----- EXTRACTED MATERIAL

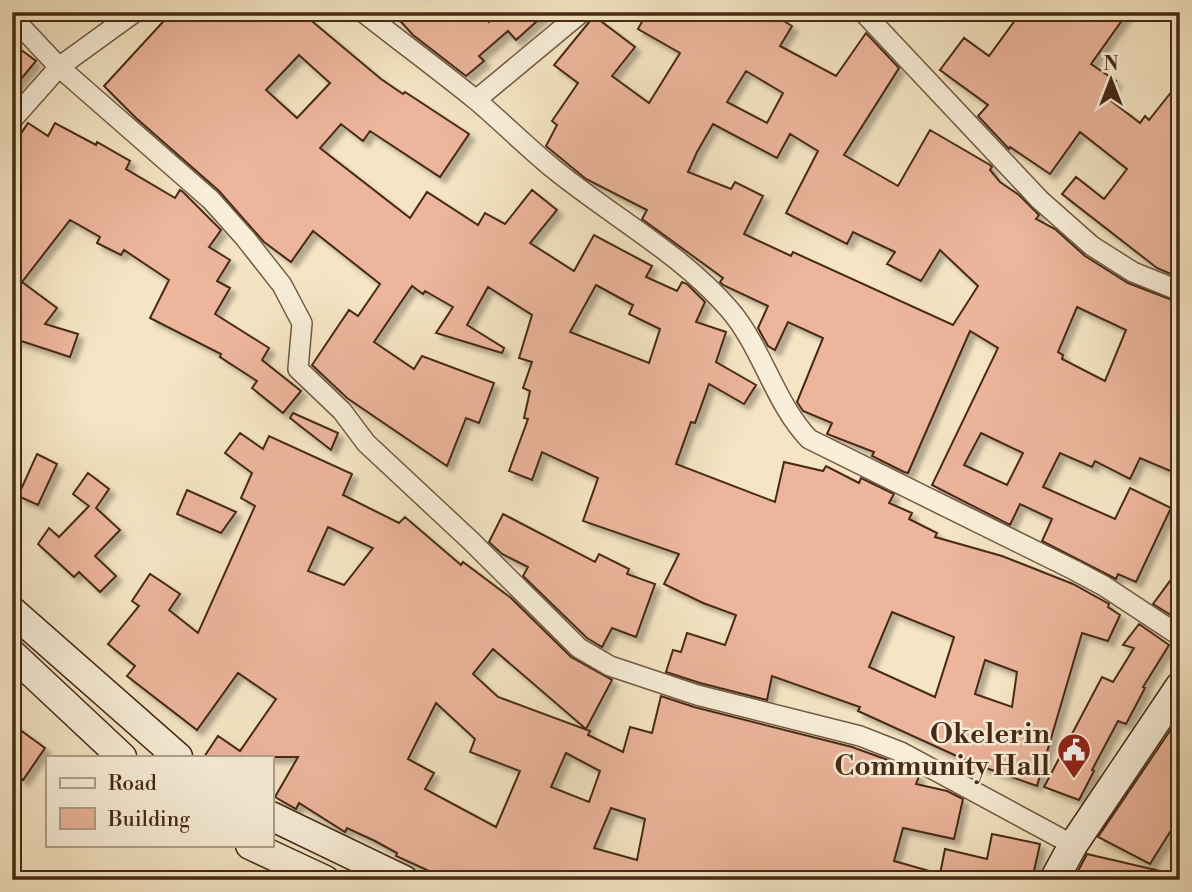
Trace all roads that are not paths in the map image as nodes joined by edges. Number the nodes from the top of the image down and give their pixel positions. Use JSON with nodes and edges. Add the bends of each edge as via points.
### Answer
{"nodes":[{"id":1,"x":135,"y":12,"type":"edge"},
{"id":2,"x":363,"y":12,"type":"edge"},
{"id":3,"x":582,"y":12,"type":"edge"},
{"id":4,"x":863,"y":12,"type":"edge"},
{"id":5,"x":12,"y":17,"type":"edge"},
{"id":6,"x":59,"y":67,"type":"junction"},
{"id":7,"x":476,"y":100,"type":"junction"},
{"id":8,"x":12,"y":120,"type":"edge"},
{"id":9,"x":1180,"y":291,"type":"edge"},
{"id":10,"x":12,"y":611,"type":"edge"},
{"id":11,"x":1180,"y":636,"type":"edge"},
{"id":12,"x":12,"y":654,"type":"edge"},
{"id":13,"x":1180,"y":686,"type":"edge"},
{"id":14,"x":121,"y":756,"type":"edge"},
{"id":15,"x":177,"y":756,"type":"edge"},
{"id":16,"x":273,"y":817,"type":"edge"},
{"id":17,"x":1073,"y":845,"type":"junction"},
{"id":18,"x":252,"y":846,"type":"edge"},
{"id":19,"x":314,"y":878,"type":"edge"},
{"id":20,"x":404,"y":880,"type":"edge"},
{"id":21,"x":1054,"y":880,"type":"edge"}],
"edges":[{"from":1,"to":6,"type":"street"},
{"from":2,"to":7,"type":"street"},
{"from":3,"to":7,"type":"street"},
{"from":4,"to":9,"type":"street","via":[[1040,201],[1092,246],[1133,272]]},
{"from":5,"to":6,"type":"street"},
{"from":6,"to":8,"type":"street"},
{"from":6,"to":17,"type":"street","via":[[211,200],[282,285],[302,323],[298,369],[342,411],[366,443],[579,648],[611,666],[697,695],[860,736],[901,752]]},
{"from":7,"to":11,"type":"street","via":[[556,171],[661,248],[730,310],[793,422],[809,439],[1074,570]]},
{"from":10,"to":15,"type":"main road"},
{"from":12,"to":14,"type":"main road"},
{"from":13,"to":17,"type":"main road"},
{"from":16,"to":20,"type":"main road"},
{"from":17,"to":21,"type":"main road"},
{"from":18,"to":19,"type":"main road"}]}
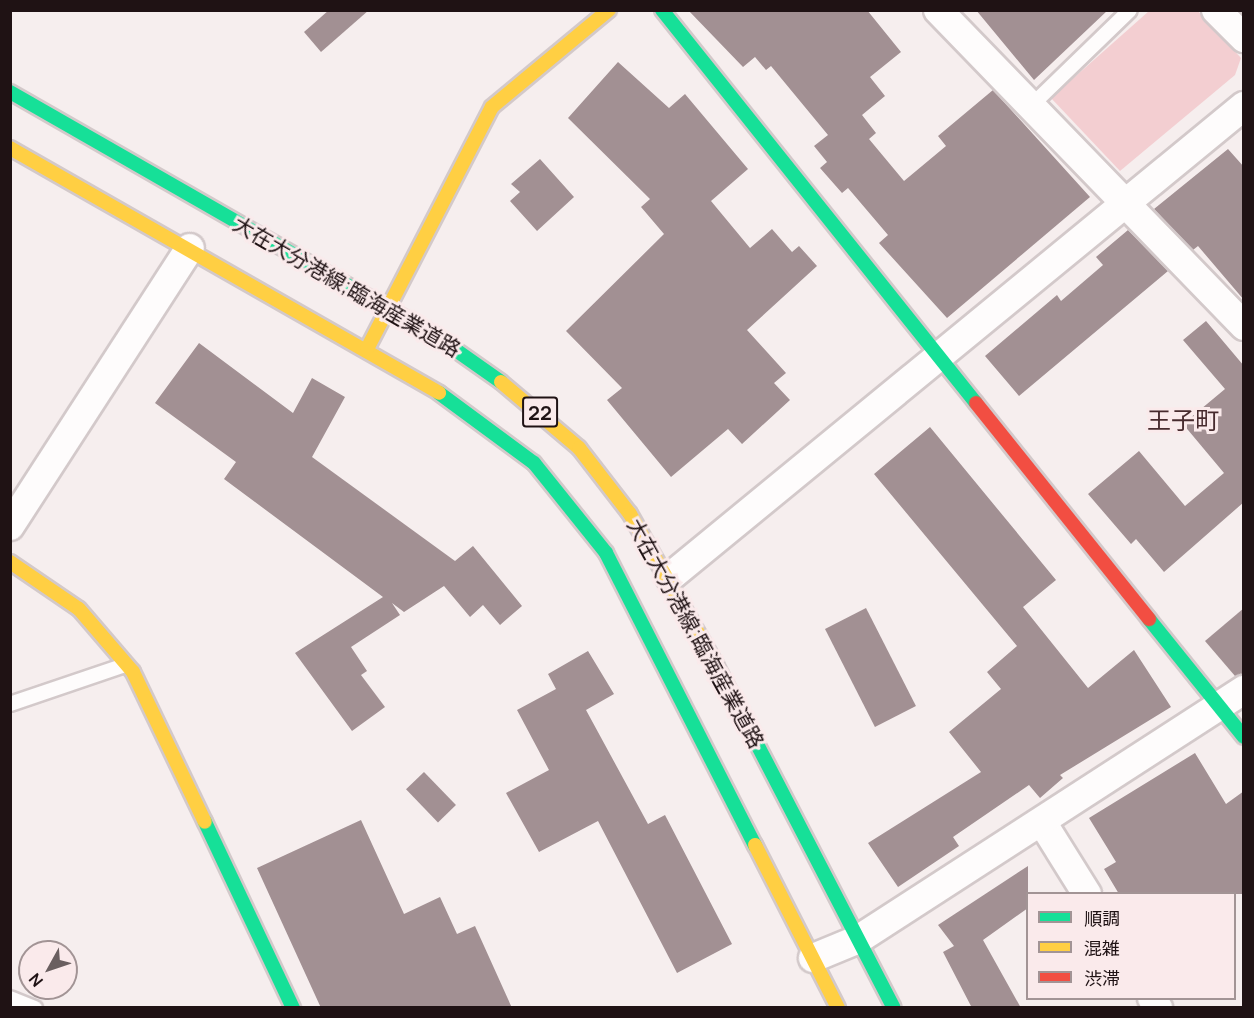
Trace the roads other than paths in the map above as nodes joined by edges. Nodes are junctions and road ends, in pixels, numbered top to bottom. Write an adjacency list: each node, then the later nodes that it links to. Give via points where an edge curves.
1 (609, 10): 13 (main road, via 492,107)
2 (662, 10): 16 (main road)
3 (938, 10): 8 (street)
4 (1130, 10): 8 (lane)
5 (1216, 10): 6 (street)
6 (1244, 38)
7 (10, 92): 13 (main road, 大在大分港線;臨海産業道路 / 22)
8 (1032, 105): 11 (street)
9 (1244, 106): 11 (street)
10 (10, 148): 12 (main road, 大在大分港線;臨海産業道路 / 22)
11 (1126, 201): 14 (street); 16 (street)
12 (190, 248): 15 (main road, 大在大分港線;臨海産業道路 / 22); 17 (street)
13 (387, 308): 15 (main road); 19 (main road, 大在大分港線;臨海産業道路 / 22, via 484,368 579,448 630,514)
14 (1244, 326)
15 (367, 349): 28 (main road, 大在大分港線;臨海産業道路 / 22, via 508,439 574,508 606,554)
16 (943, 357): 19 (street); 23 (main road)
17 (10, 526)
18 (10, 562): 20 (main road, via 79,609)
19 (670, 577): 27 (main road, 大在大分港線;臨海産業道路 / 22)
20 (128, 665): 22 (lane); 31 (main road)
21 (1244, 690): 23 (street)
22 (10, 704)
23 (1220, 706): 24 (main road); 25 (street)
24 (1244, 737)
25 (1042, 822): 26 (street); 27 (street)
26 (1086, 892)
27 (859, 939): 28 (street); 33 (main road, 大在大分港線;臨海産業道路 / 22)
28 (813, 958): 32 (main road, 大在大分港線;臨海産業道路 / 22)
29 (10, 998): 30 (lane)
30 (35, 1008)
31 (292, 1008)
32 (838, 1008)
33 (894, 1008)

----------

> _ACTION ITEM_
Copy all the entries word for word. Omit any pictures.

> _OUTPUT BELOW_
Trace all roads that are not paths in the map image as nodes joined by edges. Number the nodes from the top of the image down and give their pixel positions. Use JSON with nodes and edges. Add the bends of each edge as via points.
### Answer
{"nodes":[{"id":1,"x":135,"y":12,"type":"edge"},
{"id":2,"x":363,"y":12,"type":"edge"},
{"id":3,"x":582,"y":12,"type":"edge"},
{"id":4,"x":863,"y":12,"type":"edge"},
{"id":5,"x":12,"y":17,"type":"edge"},
{"id":6,"x":59,"y":67,"type":"junction"},
{"id":7,"x":476,"y":100,"type":"junction"},
{"id":8,"x":12,"y":120,"type":"edge"},
{"id":9,"x":1180,"y":291,"type":"edge"},
{"id":10,"x":12,"y":611,"type":"edge"},
{"id":11,"x":1180,"y":636,"type":"edge"},
{"id":12,"x":12,"y":654,"type":"edge"},
{"id":13,"x":1180,"y":686,"type":"edge"},
{"id":14,"x":121,"y":756,"type":"edge"},
{"id":15,"x":177,"y":756,"type":"edge"},
{"id":16,"x":273,"y":817,"type":"edge"},
{"id":17,"x":1073,"y":845,"type":"junction"},
{"id":18,"x":252,"y":846,"type":"edge"},
{"id":19,"x":314,"y":878,"type":"edge"},
{"id":20,"x":404,"y":880,"type":"edge"},
{"id":21,"x":1054,"y":880,"type":"edge"}],
"edges":[{"from":1,"to":6,"type":"street"},
{"from":2,"to":7,"type":"street"},
{"from":3,"to":7,"type":"street"},
{"from":4,"to":9,"type":"street","via":[[1040,201],[1092,246],[1133,272]]},
{"from":5,"to":6,"type":"street"},
{"from":6,"to":8,"type":"street"},
{"from":6,"to":17,"type":"street","via":[[211,200],[282,285],[302,323],[298,369],[342,411],[366,443],[579,648],[611,666],[697,695],[860,736],[901,752]]},
{"from":7,"to":11,"type":"street","via":[[556,171],[661,248],[730,310],[793,422],[809,439],[1074,570]]},
{"from":10,"to":15,"type":"main road"},
{"from":12,"to":14,"type":"main road"},
{"from":13,"to":17,"type":"main road"},
{"from":16,"to":20,"type":"main road"},
{"from":17,"to":21,"type":"main road"},
{"from":18,"to":19,"type":"main road"}]}
Trace the roads other than paths in the map above as nodes joined by edges. Nodes are junctions and road ends, in pixels, numbered top to bottom. Write an adjacency list: each node, then the later nodes that it links to. Give via points where an edge curves.
1 (609, 10): 13 (main road, via 492,107)
2 (662, 10): 16 (main road)
3 (938, 10): 8 (street)
4 (1130, 10): 8 (lane)
5 (1216, 10): 6 (street)
6 (1244, 38)
7 (10, 92): 13 (main road, 大在大分港線;臨海産業道路 / 22)
8 (1032, 105): 11 (street)
9 (1244, 106): 11 (street)
10 (10, 148): 12 (main road, 大在大分港線;臨海産業道路 / 22)
11 (1126, 201): 14 (street); 16 (street)
12 (190, 248): 15 (main road, 大在大分港線;臨海産業道路 / 22); 17 (street)
13 (387, 308): 15 (main road); 19 (main road, 大在大分港線;臨海産業道路 / 22, via 484,368 579,448 630,514)
14 (1244, 326)
15 (367, 349): 28 (main road, 大在大分港線;臨海産業道路 / 22, via 508,439 574,508 606,554)
16 (943, 357): 19 (street); 23 (main road)
17 (10, 526)
18 (10, 562): 20 (main road, via 79,609)
19 (670, 577): 27 (main road, 大在大分港線;臨海産業道路 / 22)
20 (128, 665): 22 (lane); 31 (main road)
21 (1244, 690): 23 (street)
22 (10, 704)
23 (1220, 706): 24 (main road); 25 (street)
24 (1244, 737)
25 (1042, 822): 26 (street); 27 (street)
26 (1086, 892)
27 (859, 939): 28 (street); 33 (main road, 大在大分港線;臨海産業道路 / 22)
28 (813, 958): 32 (main road, 大在大分港線;臨海産業道路 / 22)
29 (10, 998): 30 (lane)
30 (35, 1008)
31 (292, 1008)
32 (838, 1008)
33 (894, 1008)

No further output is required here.